(Supplied data)
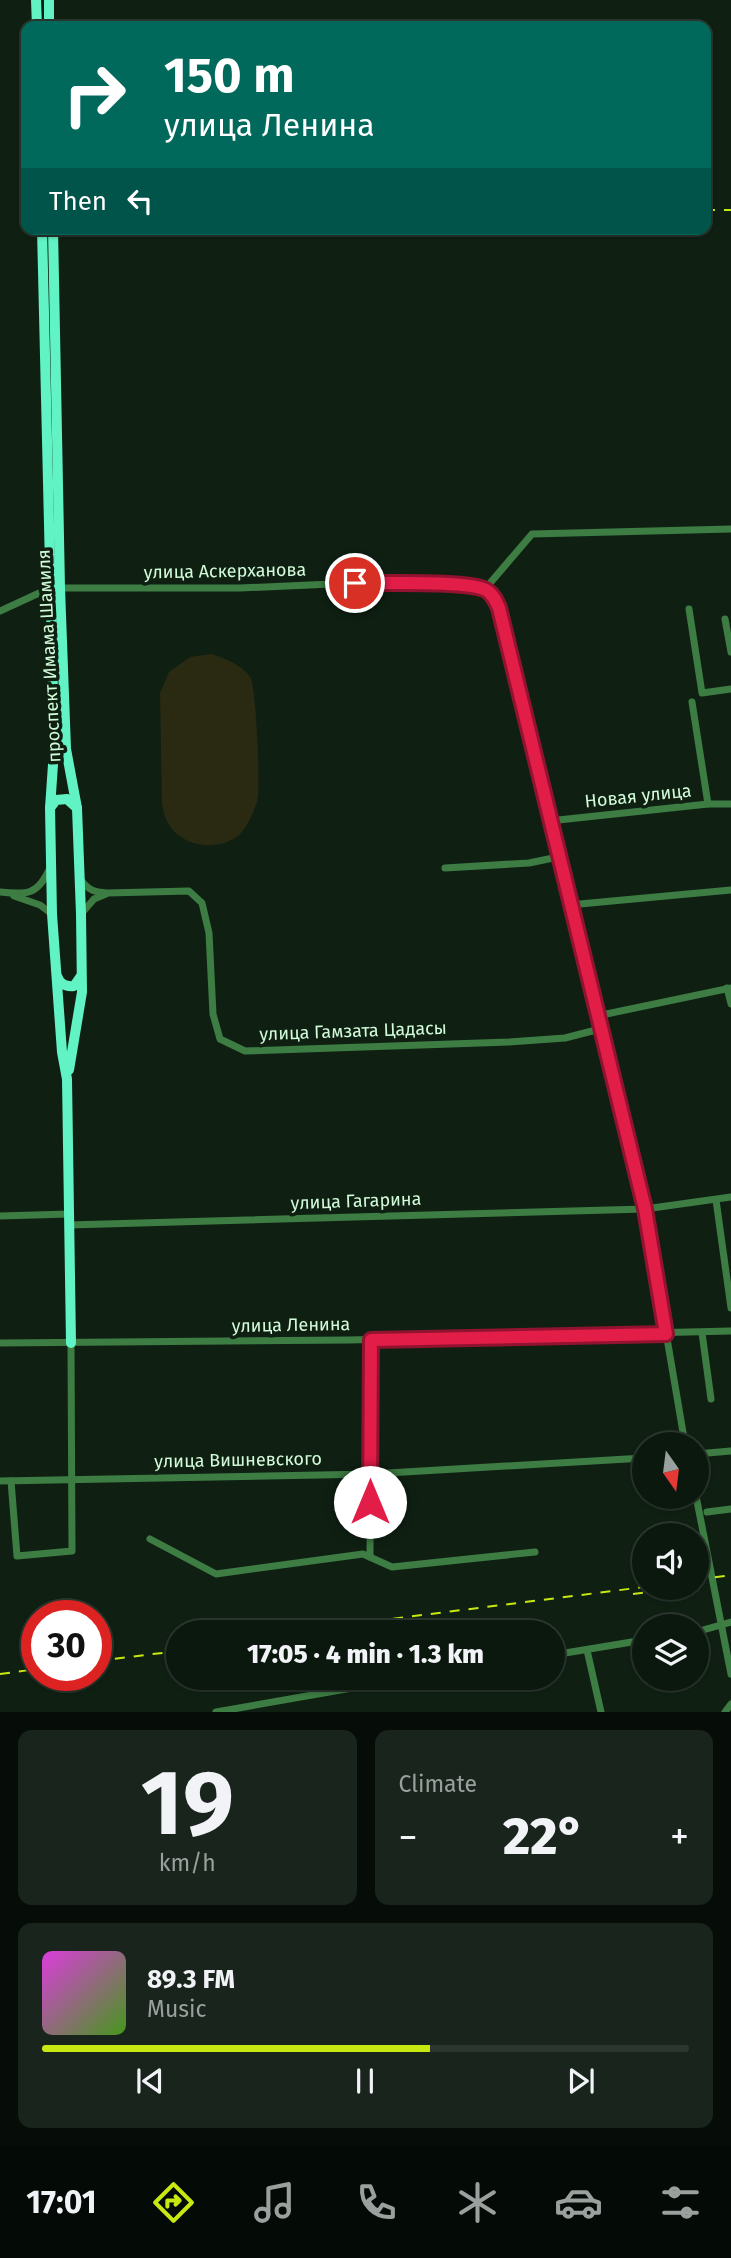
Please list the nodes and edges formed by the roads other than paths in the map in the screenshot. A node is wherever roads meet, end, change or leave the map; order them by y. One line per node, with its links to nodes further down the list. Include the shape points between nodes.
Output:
1 (36, 0): 3 (main road)
2 (49, 0): 4 (main road)
3 (37, 21)
4 (49, 21)
5 (42, 235): 8 (main road, проспект Имама Шамиля)
6 (53, 235): 8 (main road, проспект Имама Шамиля)
7 (731, 529): 9 (street, via 532,534)
8 (55, 588): 9 (street, улица Аскерханова, via 355,583); 11 (street); 18 (main road, проспект Имама Шамиля); 19 (main road, проспект Имама Шамиля, via 66,749)
9 (485, 589): 20 (street, via 499,608)
10 (689, 609): 14 (street, via 702,693)
11 (0, 611)
12 (725, 619): 13 (street)
13 (731, 652)
14 (731, 689)
15 (692, 702): 16 (street)
16 (708, 804): 17 (street, Новая улица); 20 (street, Новая улица)
17 (731, 804)
18 (50, 808): 19 (main road, via 56,800 67,799); 22 (main road, проспект Имама Шамиля)
19 (77, 808): 24 (main road, проспект Имама Шамиля)
20 (550, 821): 21 (street)
21 (558, 858): 23 (street); 28 (street)
22 (51, 864): 26 (street, via 38,888 22,894); 29 (main road, проспект Имама Шамиля)
23 (445, 868)
24 (80, 879): 27 (street, via 94,892); 30 (main road, проспект Имама Шамиля)
25 (731, 890): 28 (street)
26 (0, 892): 29 (street, via 40,905)
27 (107, 894): 30 (street, via 94,899); 36 (street, улица Гамзата Цадасы, via 189,891 202,903 209,933 212,1014 220,1039 245,1051 509,1042 565,1038)
28 (569, 905): 35 (street)
29 (52, 914): 31 (main road, проспект Имама Шамиля)
30 (81, 914): 32 (main road, проспект Имама Шамиля)
31 (55, 972): 32 (main road, via 68,986 74,986); 37 (main road, проспект Имама Шамиля)
32 (81, 975): 37 (main road, проспект Имама Шамиля)
33 (729, 988): 34 (street); 35 (street)
34 (731, 1004)
35 (597, 1016): 36 (street)
36 (600, 1029): 40 (street)
37 (67, 1079): 41 (main road, проспект Имама Шамиля)
38 (731, 1197): 39 (street, улица Гагарина)
39 (716, 1200): 40 (street, улица Гагарина); 44 (street)
40 (645, 1209): 43 (street, улица Гагарина); 47 (street)
41 (69, 1214): 42 (street); 43 (main road, проспект Имама Шамиля)
42 (0, 1216)
43 (69, 1225): 50 (main road, проспект Имама Шамиля)
44 (731, 1308)
45 (731, 1331): 46 (street, улица Ленина)
46 (702, 1333): 47 (street, улица Ленина); 51 (street)
47 (666, 1334): 48 (street, улица Ленина); 52 (street)
48 (371, 1340): 50 (street, улица Ленина); 56 (street)
49 (0, 1343): 50 (street, улица Ленина)
50 (71, 1343): 57 (street)
51 (711, 1399)
52 (683, 1432)
53 (731, 1451): 54 (street)
54 (709, 1453)
55 (632, 1459): 56 (street, улица Вишневского)
56 (370, 1474): 57 (street, улица Вишневского); 65 (street)
57 (71, 1479): 58 (street, улица Вишневского); 58 (street, via 72,1551 17,1556)
58 (11, 1481): 59 (street, улица Вишневского)
59 (0, 1482)
60 (699, 1509): 71 (street)
61 (731, 1509): 62 (street)
62 (707, 1513)
63 (150, 1539): 65 (street, via 216,1574 363,1554)
64 (535, 1552): 65 (street, via 393,1567)
65 (370, 1558)
66 (731, 1622): 67 (street)
67 (709, 1629)
68 (632, 1642): 69 (street)
69 (587, 1650): 70 (street); 76 (street)
70 (565, 1653)
71 (731, 1674)
72 (348, 1690): 74 (street)
73 (731, 1704): 77 (street)
74 (251, 1709): 75 (street)
75 (216, 1712)
76 (601, 1712)
77 (725, 1712)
(End Supplied data)
▶ **Work to complete**
Once the pictures are set aside, give the listing again word for word.

▶ **Output**
Please list the nodes and edges formed by the roads other than paths in the map in the screenshot. A node is wherever roads meet, end, change or leave the map; order them by y. One line per node, with its links to nodes further down the list. Include the shape points between nodes.
Output:
1 (36, 0): 3 (main road)
2 (49, 0): 4 (main road)
3 (37, 21)
4 (49, 21)
5 (42, 235): 8 (main road, проспект Имама Шамиля)
6 (53, 235): 8 (main road, проспект Имама Шамиля)
7 (731, 529): 9 (street, via 532,534)
8 (55, 588): 9 (street, улица Аскерханова, via 355,583); 11 (street); 18 (main road, проспект Имама Шамиля); 19 (main road, проспект Имама Шамиля, via 66,749)
9 (485, 589): 20 (street, via 499,608)
10 (689, 609): 14 (street, via 702,693)
11 (0, 611)
12 (725, 619): 13 (street)
13 (731, 652)
14 (731, 689)
15 (692, 702): 16 (street)
16 (708, 804): 17 (street, Новая улица); 20 (street, Новая улица)
17 (731, 804)
18 (50, 808): 19 (main road, via 56,800 67,799); 22 (main road, проспект Имама Шамиля)
19 (77, 808): 24 (main road, проспект Имама Шамиля)
20 (550, 821): 21 (street)
21 (558, 858): 23 (street); 28 (street)
22 (51, 864): 26 (street, via 38,888 22,894); 29 (main road, проспект Имама Шамиля)
23 (445, 868)
24 (80, 879): 27 (street, via 94,892); 30 (main road, проспект Имама Шамиля)
25 (731, 890): 28 (street)
26 (0, 892): 29 (street, via 40,905)
27 (107, 894): 30 (street, via 94,899); 36 (street, улица Гамзата Цадасы, via 189,891 202,903 209,933 212,1014 220,1039 245,1051 509,1042 565,1038)
28 (569, 905): 35 (street)
29 (52, 914): 31 (main road, проспект Имама Шамиля)
30 (81, 914): 32 (main road, проспект Имама Шамиля)
31 (55, 972): 32 (main road, via 68,986 74,986); 37 (main road, проспект Имама Шамиля)
32 (81, 975): 37 (main road, проспект Имама Шамиля)
33 (729, 988): 34 (street); 35 (street)
34 (731, 1004)
35 (597, 1016): 36 (street)
36 (600, 1029): 40 (street)
37 (67, 1079): 41 (main road, проспект Имама Шамиля)
38 (731, 1197): 39 (street, улица Гагарина)
39 (716, 1200): 40 (street, улица Гагарина); 44 (street)
40 (645, 1209): 43 (street, улица Гагарина); 47 (street)
41 (69, 1214): 42 (street); 43 (main road, проспект Имама Шамиля)
42 (0, 1216)
43 (69, 1225): 50 (main road, проспект Имама Шамиля)
44 (731, 1308)
45 (731, 1331): 46 (street, улица Ленина)
46 (702, 1333): 47 (street, улица Ленина); 51 (street)
47 (666, 1334): 48 (street, улица Ленина); 52 (street)
48 (371, 1340): 50 (street, улица Ленина); 56 (street)
49 (0, 1343): 50 (street, улица Ленина)
50 (71, 1343): 57 (street)
51 (711, 1399)
52 (683, 1432)
53 (731, 1451): 54 (street)
54 (709, 1453)
55 (632, 1459): 56 (street, улица Вишневского)
56 (370, 1474): 57 (street, улица Вишневского); 65 (street)
57 (71, 1479): 58 (street, улица Вишневского); 58 (street, via 72,1551 17,1556)
58 (11, 1481): 59 (street, улица Вишневского)
59 (0, 1482)
60 (699, 1509): 71 (street)
61 (731, 1509): 62 (street)
62 (707, 1513)
63 (150, 1539): 65 (street, via 216,1574 363,1554)
64 (535, 1552): 65 (street, via 393,1567)
65 (370, 1558)
66 (731, 1622): 67 (street)
67 (709, 1629)
68 (632, 1642): 69 (street)
69 (587, 1650): 70 (street); 76 (street)
70 (565, 1653)
71 (731, 1674)
72 (348, 1690): 74 (street)
73 (731, 1704): 77 (street)
74 (251, 1709): 75 (street)
75 (216, 1712)
76 (601, 1712)
77 (725, 1712)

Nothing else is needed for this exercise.